[Opening Dataset excerpts section]

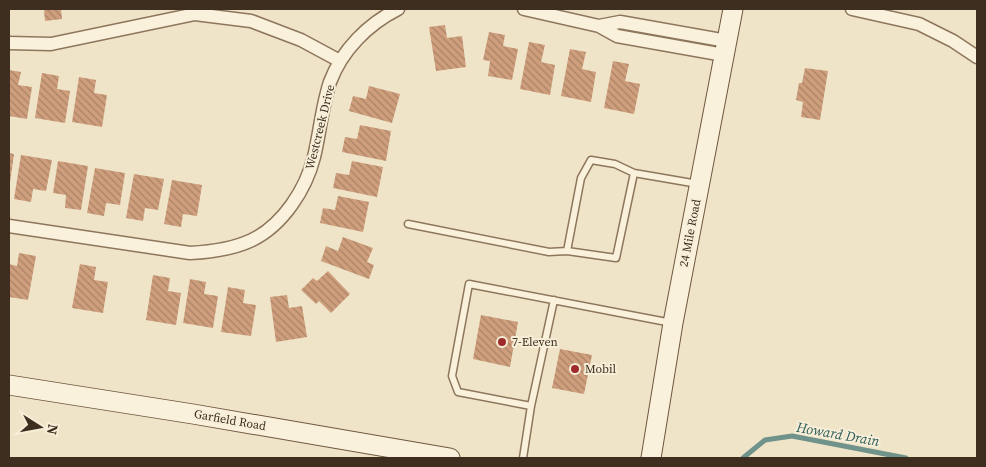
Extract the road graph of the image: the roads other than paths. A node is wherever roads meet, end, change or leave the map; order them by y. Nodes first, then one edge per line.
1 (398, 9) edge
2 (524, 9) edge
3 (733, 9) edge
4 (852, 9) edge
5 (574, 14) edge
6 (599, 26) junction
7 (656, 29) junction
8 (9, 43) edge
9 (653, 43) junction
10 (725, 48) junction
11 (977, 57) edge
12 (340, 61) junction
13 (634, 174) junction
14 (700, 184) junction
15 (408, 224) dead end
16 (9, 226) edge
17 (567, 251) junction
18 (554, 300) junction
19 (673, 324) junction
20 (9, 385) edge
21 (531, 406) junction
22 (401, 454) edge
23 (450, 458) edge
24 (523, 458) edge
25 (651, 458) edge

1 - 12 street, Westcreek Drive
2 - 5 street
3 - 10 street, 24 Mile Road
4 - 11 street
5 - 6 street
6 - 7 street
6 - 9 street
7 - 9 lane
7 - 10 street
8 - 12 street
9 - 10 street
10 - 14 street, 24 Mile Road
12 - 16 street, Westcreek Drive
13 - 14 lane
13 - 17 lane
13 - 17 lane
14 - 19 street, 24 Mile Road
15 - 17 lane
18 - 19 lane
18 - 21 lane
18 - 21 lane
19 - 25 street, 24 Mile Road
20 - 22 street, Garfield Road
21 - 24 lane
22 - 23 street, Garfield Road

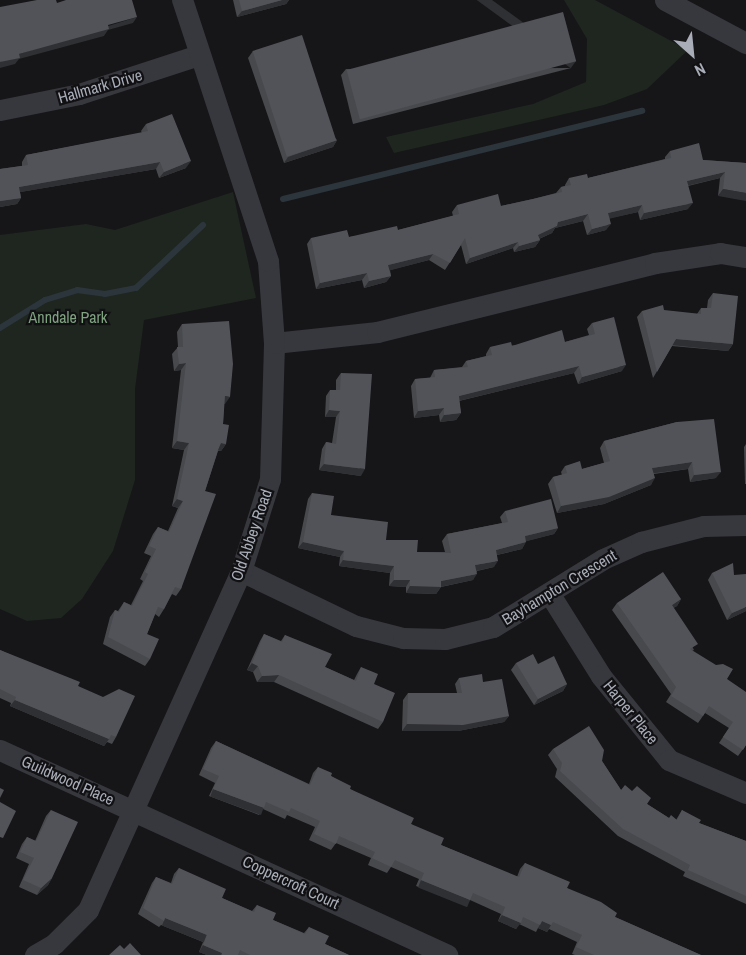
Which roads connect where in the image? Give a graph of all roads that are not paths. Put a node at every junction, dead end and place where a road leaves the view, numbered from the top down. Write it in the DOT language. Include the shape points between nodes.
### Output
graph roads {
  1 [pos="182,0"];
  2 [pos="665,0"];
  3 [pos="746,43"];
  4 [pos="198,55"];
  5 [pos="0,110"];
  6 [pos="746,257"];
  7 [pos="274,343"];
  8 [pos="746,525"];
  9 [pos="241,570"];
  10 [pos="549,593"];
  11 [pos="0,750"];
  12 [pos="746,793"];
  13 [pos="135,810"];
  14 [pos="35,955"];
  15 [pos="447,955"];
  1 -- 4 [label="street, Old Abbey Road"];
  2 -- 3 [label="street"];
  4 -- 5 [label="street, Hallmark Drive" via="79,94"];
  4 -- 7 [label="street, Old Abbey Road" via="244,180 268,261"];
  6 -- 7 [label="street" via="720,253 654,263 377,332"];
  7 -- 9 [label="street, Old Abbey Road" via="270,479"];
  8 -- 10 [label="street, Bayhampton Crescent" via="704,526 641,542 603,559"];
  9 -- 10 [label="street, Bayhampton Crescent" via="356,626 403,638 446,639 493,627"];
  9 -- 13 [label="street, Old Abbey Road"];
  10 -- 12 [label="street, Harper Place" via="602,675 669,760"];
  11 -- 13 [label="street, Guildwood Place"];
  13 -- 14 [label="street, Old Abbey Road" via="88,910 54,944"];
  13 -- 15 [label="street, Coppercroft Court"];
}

[Closing Dataset excerpts section]

→ **Task item**
An exact copy of all the entries above is required, with every picture left out.

→ **Task answer**
Extract the road graph of the image: the roads other than paths. A node is wherever roads meet, end, change or leave the map; order them by y. Nodes first, then one edge per line.
1 (398, 9) edge
2 (524, 9) edge
3 (733, 9) edge
4 (852, 9) edge
5 (574, 14) edge
6 (599, 26) junction
7 (656, 29) junction
8 (9, 43) edge
9 (653, 43) junction
10 (725, 48) junction
11 (977, 57) edge
12 (340, 61) junction
13 (634, 174) junction
14 (700, 184) junction
15 (408, 224) dead end
16 (9, 226) edge
17 (567, 251) junction
18 (554, 300) junction
19 (673, 324) junction
20 (9, 385) edge
21 (531, 406) junction
22 (401, 454) edge
23 (450, 458) edge
24 (523, 458) edge
25 (651, 458) edge

1 - 12 street, Westcreek Drive
2 - 5 street
3 - 10 street, 24 Mile Road
4 - 11 street
5 - 6 street
6 - 7 street
6 - 9 street
7 - 9 lane
7 - 10 street
8 - 12 street
9 - 10 street
10 - 14 street, 24 Mile Road
12 - 16 street, Westcreek Drive
13 - 14 lane
13 - 17 lane
13 - 17 lane
14 - 19 street, 24 Mile Road
15 - 17 lane
18 - 19 lane
18 - 21 lane
18 - 21 lane
19 - 25 street, 24 Mile Road
20 - 22 street, Garfield Road
21 - 24 lane
22 - 23 street, Garfield Road

Which roads connect where in the image? Give a graph of all roads that are not paths. Put a node at every junction, dead end and place where a road leaves the view, numbered from the top down. Write it in the DOT language. Include the shape points between nodes.
### Output
graph roads {
  1 [pos="182,0"];
  2 [pos="665,0"];
  3 [pos="746,43"];
  4 [pos="198,55"];
  5 [pos="0,110"];
  6 [pos="746,257"];
  7 [pos="274,343"];
  8 [pos="746,525"];
  9 [pos="241,570"];
  10 [pos="549,593"];
  11 [pos="0,750"];
  12 [pos="746,793"];
  13 [pos="135,810"];
  14 [pos="35,955"];
  15 [pos="447,955"];
  1 -- 4 [label="street, Old Abbey Road"];
  2 -- 3 [label="street"];
  4 -- 5 [label="street, Hallmark Drive" via="79,94"];
  4 -- 7 [label="street, Old Abbey Road" via="244,180 268,261"];
  6 -- 7 [label="street" via="720,253 654,263 377,332"];
  7 -- 9 [label="street, Old Abbey Road" via="270,479"];
  8 -- 10 [label="street, Bayhampton Crescent" via="704,526 641,542 603,559"];
  9 -- 10 [label="street, Bayhampton Crescent" via="356,626 403,638 446,639 493,627"];
  9 -- 13 [label="street, Old Abbey Road"];
  10 -- 12 [label="street, Harper Place" via="602,675 669,760"];
  11 -- 13 [label="street, Guildwood Place"];
  13 -- 14 [label="street, Old Abbey Road" via="88,910 54,944"];
  13 -- 15 [label="street, Coppercroft Court"];
}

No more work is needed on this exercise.